Step 1306, judging whether a set time length is reached;
the vehicle-mounted unit judges whether the running time of the RTP receiving thread reaches through the timer, if so, the thread is ended, otherwise, the vehicle-mounted unit returns to the step 1302 to continue execution until the running time reaches, and the thread is ended.
Fig. 14 is a schematic flow chart of sending monitoring data by the on-board unit according to an embodiment of the present invention, please refer to fig. 14, in an embodiment, the sending of the monitoring data by the on-board unit includes the following steps:
step 1401, starting RTP packing and sending thread;
and after the initialization of the vehicle-mounted unit is completed, starting an RTP (real-time transport protocol) packing and sending thread.
Step 1402, reading monitoring data;
and the vehicle-mounted unit reads the H.264 video stream data acquired and generated by the image acquisition device.
Step 1403, RTP packing;
the vehicle-mounted unit packs the video stream data for the first time through an RTP (real-time transport protocol);
step 1404, packaging of DSRC;
and the vehicle-mounted unit carries out secondary packaging on the information subjected to the primary packaging through a DSRC protocol to obtain an RTP data packet.
Step 1405, transmitting the RTP packet.
The onboard unit broadcasts the RTP packet via the V2X transceiver module and returns to step 1402.
In the embodiment of the invention, the vehicle-mounted unit packages the video stream data by two layers of the RTP and DSRC, so that the vehicle-mounted unit is suitable for transmitting the video stream of the Internet of vehicles; and the DSRC is used as a way to transmit videos of the vehicle workshop, the videos are only transmitted between point-to-point without passing through a core network and a public network, and the real-time performance is strong.
An embodiment of the present invention further provides a readable storage medium, where the storage medium may include: various media that can store program codes, such as a removable Memory device, a Random Access Memory (RAM), a Read-Only Memory (ROM), a magnetic disk, and an optical disk. The readable storage medium stores an executable program; the executable program is used for realizing the blind area detection method in any embodiment of the invention when being executed by a processor.
As will be appreciated by one skilled in the art, embodiments of the present invention may be provided as a method, system, or computer program product. Accordingly, embodiments of the present invention may take the form of a hardware embodiment, a software embodiment, or an embodiment combining software and hardware aspects. Furthermore, embodiments of the present invention may take the form of a computer program product embodied on one or more computer-usable storage media (including, but not limited to, disk storage, optical storage, and the like) having computer-usable program code embodied therein.
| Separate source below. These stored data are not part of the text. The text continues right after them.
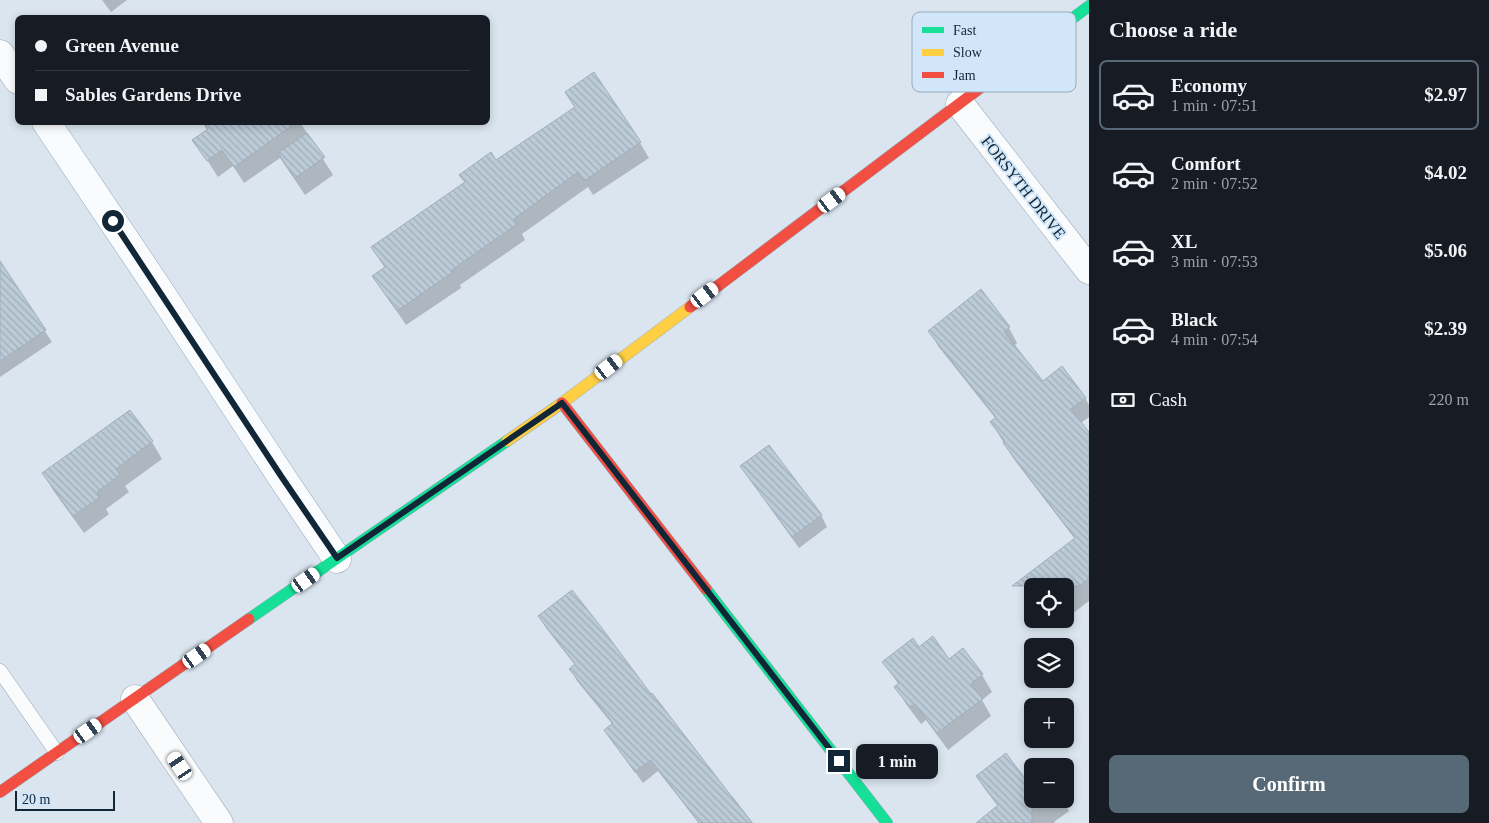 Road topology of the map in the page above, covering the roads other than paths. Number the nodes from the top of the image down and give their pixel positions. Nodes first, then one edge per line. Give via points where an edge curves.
1 (1089, 6) edge
2 (1076, 16) edge
3 (0, 54) edge
4 (15, 76) edge
5 (976, 92) edge
6 (960, 104) junction
7 (48, 125) edge
8 (1089, 270) edge
9 (562, 403) junction
10 (337, 558) junction
11 (0, 671) edge
12 (135, 699) junction
13 (57, 753) junction
14 (0, 792) edge
15 (219, 823) edge
16 (887, 823) edge

1 - 2 main road
3 - 4 street
5 - 6 main road
6 - 8 street, FORSYTH DRIVE
6 - 9 main road
7 - 10 street
9 - 10 main road
9 - 16 main road
10 - 12 main road
11 - 13 lane
12 - 13 main road
12 - 15 street
13 - 14 main road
Embodiments of the present invention are described with reference to flowchart illustrations and/or block diagrams of methods, apparatus (systems), and computer program products according to embodiments of the invention. It will be understood that each flow and/or block of the flow diagrams and/or block diagrams, and combinations of flows and/or blocks in the flow diagrams and/or block diagrams, can be implemented by computer program instructions. These computer program instructions may be provided to a processor of a general purpose computer, special purpose computer, embedded processor, or other programmable data processing system to produce a machine, such that the instructions, which execute via the processor of the computer or other programmable data processing system, create means for implementing the functions specified in the flowchart flow or flows and/or block diagram block or blocks.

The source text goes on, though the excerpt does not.